What is expected:
Where an entry contains a picture, omit the picture and repeat the rest exactly.

Data shown:
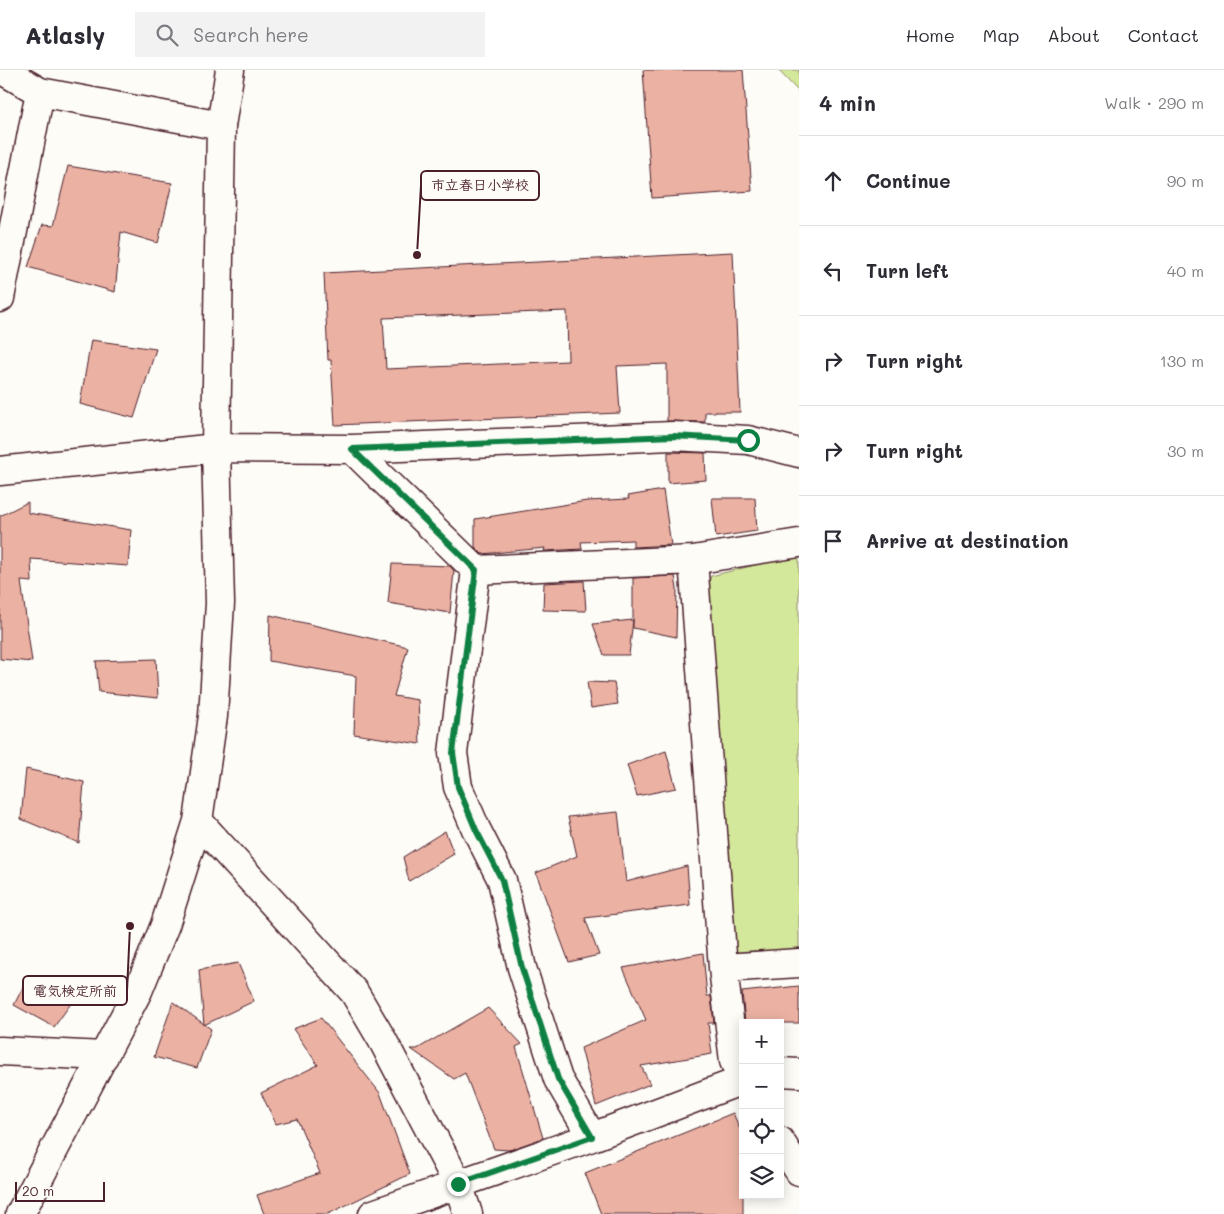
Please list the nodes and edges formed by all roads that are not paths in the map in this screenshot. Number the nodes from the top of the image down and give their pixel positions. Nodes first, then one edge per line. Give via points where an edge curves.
1 (2, 70) edge
2 (230, 70) edge
3 (40, 92) junction
4 (221, 126) junction
5 (1, 287) edge
6 (216, 448) junction
7 (352, 449) junction
8 (799, 453) edge
9 (0, 471) edge
10 (799, 542) edge
11 (693, 560) junction
12 (476, 570) junction
13 (198, 821) junction
14 (799, 963) edge
15 (723, 968) junction
16 (0, 1051) edge
17 (104, 1056) junction
18 (739, 1072) edge
19 (784, 1072) edge
20 (799, 1073) edge
21 (739, 1082) edge
22 (592, 1137) junction
23 (784, 1147) edge
24 (799, 1171) edge
25 (458, 1184) junction
26 (20, 1214) edge
27 (373, 1214) edge
28 (468, 1214) edge

1 - 3 street
2 - 4 street
3 - 4 street
3 - 5 street
4 - 6 street
6 - 7 street
6 - 9 street
6 - 13 street via 220,603 213,716
7 - 8 street via 673,436 748,440
7 - 12 street
10 - 11 street
11 - 12 street
11 - 15 street
12 - 22 street via 453,753 458,787 502,880 522,968 558,1079
13 - 17 street via 165,925 138,991
13 - 25 street via 354,992
14 - 15 street
15 - 18 street via 734,1061
16 - 17 street
17 - 26 street
19 - 20 street
21 - 22 street
22 - 25 street
23 - 24 street
25 - 27 street
25 - 28 street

Exercise answer:
Please list the nodes and edges formed by all roads that are not paths in the map in this screenshot. Number the nodes from the top of the image down and give their pixel positions. Nodes first, then one edge per line. Give via points where an edge curves.
1 (2, 70) edge
2 (230, 70) edge
3 (40, 92) junction
4 (221, 126) junction
5 (1, 287) edge
6 (216, 448) junction
7 (352, 449) junction
8 (799, 453) edge
9 (0, 471) edge
10 (799, 542) edge
11 (693, 560) junction
12 (476, 570) junction
13 (198, 821) junction
14 (799, 963) edge
15 (723, 968) junction
16 (0, 1051) edge
17 (104, 1056) junction
18 (739, 1072) edge
19 (784, 1072) edge
20 (799, 1073) edge
21 (739, 1082) edge
22 (592, 1137) junction
23 (784, 1147) edge
24 (799, 1171) edge
25 (458, 1184) junction
26 (20, 1214) edge
27 (373, 1214) edge
28 (468, 1214) edge

1 - 3 street
2 - 4 street
3 - 4 street
3 - 5 street
4 - 6 street
6 - 7 street
6 - 9 street
6 - 13 street via 220,603 213,716
7 - 8 street via 673,436 748,440
7 - 12 street
10 - 11 street
11 - 12 street
11 - 15 street
12 - 22 street via 453,753 458,787 502,880 522,968 558,1079
13 - 17 street via 165,925 138,991
13 - 25 street via 354,992
14 - 15 street
15 - 18 street via 734,1061
16 - 17 street
17 - 26 street
19 - 20 street
21 - 22 street
22 - 25 street
23 - 24 street
25 - 27 street
25 - 28 street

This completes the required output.